Hopefully Skeletor will channel his inner Brett Favre and destroy any continuity in the rodent program.
Come on man, let this hater hate.
Do you just make this sh1t up?? There is no "power struggle" between Ryan and Alvarez over Gard because Alvarez doesn't care if Ryan comes or goes.
You pretend you are a connected insider... #donedeal
Brew isn't the only one saying this. No need for the unwarranted attack of character
You must be talking about BrewCity...the leading perpetrator of unwarranted character attacks.
I for one prefer character assassinations. They usually are cleaner, to the point and done in the shadows.
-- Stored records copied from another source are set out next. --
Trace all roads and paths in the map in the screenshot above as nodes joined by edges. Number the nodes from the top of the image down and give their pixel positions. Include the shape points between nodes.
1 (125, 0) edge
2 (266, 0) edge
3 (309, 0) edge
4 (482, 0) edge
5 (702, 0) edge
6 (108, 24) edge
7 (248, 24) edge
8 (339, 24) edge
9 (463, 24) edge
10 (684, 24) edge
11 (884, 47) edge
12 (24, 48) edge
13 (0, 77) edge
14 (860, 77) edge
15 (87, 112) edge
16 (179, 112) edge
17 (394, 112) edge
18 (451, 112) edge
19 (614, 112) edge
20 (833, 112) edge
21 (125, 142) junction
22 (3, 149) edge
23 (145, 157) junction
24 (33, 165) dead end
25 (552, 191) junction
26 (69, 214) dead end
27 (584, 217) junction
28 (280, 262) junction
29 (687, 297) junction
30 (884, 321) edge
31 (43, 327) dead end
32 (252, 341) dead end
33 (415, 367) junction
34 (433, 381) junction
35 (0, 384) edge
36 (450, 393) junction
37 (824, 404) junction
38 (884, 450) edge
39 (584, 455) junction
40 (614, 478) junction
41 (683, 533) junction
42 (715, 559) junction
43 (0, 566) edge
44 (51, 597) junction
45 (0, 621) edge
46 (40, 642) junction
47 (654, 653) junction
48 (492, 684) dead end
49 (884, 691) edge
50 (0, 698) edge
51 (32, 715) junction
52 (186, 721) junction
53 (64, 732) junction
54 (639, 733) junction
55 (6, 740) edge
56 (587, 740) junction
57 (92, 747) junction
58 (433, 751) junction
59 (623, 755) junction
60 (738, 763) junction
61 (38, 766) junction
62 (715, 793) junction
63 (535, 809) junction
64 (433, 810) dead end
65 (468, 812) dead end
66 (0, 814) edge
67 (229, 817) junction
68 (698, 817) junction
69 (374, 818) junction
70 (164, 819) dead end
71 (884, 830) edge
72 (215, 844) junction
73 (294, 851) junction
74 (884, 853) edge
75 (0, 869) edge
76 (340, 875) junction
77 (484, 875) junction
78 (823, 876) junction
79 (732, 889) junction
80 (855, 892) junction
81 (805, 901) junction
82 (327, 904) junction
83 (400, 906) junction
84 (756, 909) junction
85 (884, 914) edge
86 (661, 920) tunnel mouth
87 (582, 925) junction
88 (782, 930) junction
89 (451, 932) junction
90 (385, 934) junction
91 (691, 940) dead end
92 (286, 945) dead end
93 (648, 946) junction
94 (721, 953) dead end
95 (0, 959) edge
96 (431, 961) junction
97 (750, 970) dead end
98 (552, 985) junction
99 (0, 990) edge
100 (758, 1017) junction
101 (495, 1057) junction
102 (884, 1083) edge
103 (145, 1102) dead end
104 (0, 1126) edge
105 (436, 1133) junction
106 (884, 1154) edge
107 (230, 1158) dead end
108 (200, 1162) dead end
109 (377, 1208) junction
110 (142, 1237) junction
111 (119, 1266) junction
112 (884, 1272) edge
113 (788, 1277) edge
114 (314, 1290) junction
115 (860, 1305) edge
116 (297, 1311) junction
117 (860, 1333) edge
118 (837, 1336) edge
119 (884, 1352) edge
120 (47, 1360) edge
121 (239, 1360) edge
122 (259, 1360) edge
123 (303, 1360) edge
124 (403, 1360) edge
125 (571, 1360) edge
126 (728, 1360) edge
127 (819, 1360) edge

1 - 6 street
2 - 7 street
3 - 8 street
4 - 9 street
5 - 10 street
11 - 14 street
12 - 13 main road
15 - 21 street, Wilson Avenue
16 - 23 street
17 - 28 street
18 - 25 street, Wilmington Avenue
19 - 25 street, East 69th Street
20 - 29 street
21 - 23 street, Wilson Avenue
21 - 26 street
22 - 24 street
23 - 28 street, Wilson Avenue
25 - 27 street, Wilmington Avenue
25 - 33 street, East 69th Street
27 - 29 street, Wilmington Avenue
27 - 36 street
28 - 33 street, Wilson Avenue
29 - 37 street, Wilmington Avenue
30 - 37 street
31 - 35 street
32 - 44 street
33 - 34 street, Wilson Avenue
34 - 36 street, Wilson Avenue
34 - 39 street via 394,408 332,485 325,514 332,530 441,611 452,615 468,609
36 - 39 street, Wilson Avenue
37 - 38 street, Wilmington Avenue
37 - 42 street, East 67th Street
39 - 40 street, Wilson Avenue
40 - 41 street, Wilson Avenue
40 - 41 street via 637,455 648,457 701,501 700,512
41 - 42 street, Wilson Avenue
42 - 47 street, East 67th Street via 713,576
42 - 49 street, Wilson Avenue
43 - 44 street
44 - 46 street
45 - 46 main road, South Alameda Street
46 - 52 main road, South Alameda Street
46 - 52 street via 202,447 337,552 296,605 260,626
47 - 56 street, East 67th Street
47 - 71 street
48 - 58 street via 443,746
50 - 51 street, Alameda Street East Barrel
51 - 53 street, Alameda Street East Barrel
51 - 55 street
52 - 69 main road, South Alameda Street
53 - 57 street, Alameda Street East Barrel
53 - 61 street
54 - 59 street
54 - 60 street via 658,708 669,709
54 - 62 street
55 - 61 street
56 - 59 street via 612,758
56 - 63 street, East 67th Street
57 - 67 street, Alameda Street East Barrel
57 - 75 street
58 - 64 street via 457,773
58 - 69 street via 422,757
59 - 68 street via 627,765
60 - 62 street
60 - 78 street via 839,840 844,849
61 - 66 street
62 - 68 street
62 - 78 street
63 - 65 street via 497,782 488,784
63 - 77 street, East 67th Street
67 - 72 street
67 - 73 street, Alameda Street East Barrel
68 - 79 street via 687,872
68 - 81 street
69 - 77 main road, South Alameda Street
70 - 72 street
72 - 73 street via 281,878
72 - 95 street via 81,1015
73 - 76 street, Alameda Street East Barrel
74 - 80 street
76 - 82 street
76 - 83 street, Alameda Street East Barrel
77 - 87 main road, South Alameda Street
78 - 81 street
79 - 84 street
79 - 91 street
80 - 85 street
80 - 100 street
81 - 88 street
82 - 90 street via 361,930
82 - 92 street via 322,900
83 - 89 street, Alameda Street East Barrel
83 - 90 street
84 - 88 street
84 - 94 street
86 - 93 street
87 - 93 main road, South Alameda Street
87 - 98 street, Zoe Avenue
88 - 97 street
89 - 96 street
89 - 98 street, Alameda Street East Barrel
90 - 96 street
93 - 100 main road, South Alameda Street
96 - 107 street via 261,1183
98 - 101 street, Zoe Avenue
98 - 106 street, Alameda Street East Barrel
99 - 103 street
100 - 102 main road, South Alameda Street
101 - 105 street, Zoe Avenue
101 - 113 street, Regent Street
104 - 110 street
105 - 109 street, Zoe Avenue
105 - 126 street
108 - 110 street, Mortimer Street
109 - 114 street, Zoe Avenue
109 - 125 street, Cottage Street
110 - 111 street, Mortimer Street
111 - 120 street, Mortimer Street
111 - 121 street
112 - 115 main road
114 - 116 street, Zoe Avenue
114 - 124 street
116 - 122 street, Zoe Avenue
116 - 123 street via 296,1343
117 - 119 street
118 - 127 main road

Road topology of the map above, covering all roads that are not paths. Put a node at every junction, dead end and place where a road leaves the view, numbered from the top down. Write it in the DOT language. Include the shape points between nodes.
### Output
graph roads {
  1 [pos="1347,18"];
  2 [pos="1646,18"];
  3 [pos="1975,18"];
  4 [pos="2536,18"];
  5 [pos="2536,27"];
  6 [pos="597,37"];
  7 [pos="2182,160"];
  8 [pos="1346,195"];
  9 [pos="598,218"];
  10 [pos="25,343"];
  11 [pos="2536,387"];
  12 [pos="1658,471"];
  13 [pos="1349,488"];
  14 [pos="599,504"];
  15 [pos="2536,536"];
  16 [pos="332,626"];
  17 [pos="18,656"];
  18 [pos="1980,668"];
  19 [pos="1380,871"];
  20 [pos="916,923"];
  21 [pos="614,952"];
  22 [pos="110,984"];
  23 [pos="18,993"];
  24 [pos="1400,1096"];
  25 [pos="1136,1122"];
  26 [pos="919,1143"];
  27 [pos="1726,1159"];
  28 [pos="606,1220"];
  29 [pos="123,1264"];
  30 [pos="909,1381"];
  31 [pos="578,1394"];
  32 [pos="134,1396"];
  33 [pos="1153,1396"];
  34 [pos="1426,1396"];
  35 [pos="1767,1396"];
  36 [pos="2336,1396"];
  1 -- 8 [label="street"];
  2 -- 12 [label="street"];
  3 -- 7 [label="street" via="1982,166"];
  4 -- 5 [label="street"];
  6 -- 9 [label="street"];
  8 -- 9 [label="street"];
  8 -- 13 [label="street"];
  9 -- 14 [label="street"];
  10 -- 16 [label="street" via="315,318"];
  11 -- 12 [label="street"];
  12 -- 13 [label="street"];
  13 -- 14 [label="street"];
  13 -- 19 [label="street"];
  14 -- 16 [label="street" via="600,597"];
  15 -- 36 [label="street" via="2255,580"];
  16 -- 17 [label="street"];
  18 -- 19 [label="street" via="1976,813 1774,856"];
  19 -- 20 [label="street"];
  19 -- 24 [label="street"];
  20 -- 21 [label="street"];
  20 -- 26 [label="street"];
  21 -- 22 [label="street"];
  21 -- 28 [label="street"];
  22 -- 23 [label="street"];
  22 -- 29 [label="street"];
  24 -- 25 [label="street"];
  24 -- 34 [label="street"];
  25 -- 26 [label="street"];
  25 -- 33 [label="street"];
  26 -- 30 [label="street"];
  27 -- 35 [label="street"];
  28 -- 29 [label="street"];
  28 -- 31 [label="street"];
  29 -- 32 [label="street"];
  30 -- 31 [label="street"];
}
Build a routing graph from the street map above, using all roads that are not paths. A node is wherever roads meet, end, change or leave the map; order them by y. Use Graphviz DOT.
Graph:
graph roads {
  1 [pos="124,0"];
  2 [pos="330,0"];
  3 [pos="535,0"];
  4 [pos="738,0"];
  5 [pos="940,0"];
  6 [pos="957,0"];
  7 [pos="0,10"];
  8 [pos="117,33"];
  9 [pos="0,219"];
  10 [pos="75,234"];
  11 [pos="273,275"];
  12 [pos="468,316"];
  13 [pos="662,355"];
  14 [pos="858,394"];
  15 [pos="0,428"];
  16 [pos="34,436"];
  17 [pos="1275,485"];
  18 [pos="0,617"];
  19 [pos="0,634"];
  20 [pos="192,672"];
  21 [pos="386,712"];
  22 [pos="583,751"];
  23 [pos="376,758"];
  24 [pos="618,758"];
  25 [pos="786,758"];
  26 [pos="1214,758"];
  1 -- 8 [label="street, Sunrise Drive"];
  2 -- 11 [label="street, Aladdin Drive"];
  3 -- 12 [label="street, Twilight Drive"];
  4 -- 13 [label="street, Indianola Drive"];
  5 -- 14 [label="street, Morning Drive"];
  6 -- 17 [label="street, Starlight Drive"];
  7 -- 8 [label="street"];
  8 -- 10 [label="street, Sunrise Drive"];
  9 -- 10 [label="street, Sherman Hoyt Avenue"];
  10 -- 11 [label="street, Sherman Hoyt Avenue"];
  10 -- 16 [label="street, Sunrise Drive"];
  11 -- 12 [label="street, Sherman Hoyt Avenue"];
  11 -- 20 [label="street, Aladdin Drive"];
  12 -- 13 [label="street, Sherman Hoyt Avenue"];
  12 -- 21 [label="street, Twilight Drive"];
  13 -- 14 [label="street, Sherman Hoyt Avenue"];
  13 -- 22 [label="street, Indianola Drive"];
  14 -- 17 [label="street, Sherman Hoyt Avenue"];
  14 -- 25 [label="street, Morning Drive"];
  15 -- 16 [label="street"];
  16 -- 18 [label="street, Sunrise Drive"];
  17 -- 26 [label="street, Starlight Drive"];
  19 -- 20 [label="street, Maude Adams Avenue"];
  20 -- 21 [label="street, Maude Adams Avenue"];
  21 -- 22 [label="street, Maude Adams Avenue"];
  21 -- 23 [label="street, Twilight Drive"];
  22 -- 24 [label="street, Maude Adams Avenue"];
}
And it has an impact. UW was apparently not interested in Sam Hauser because they were focusing on Maverick Rowan. When Bo announced he was retiring, Rowan pretty much eliminated UW and stated that Bo's retirement was a reason.This is joyous news!
I for one prefer character assassinations. They usually are cleaner, to the point and done in the shadows.
..."people" did not "jump the gun." Bo Ryan announced he was retiring. Should "people" have not reported it, not discussed it, and just ignored it? Bo Ryan is the person who jumped the gun.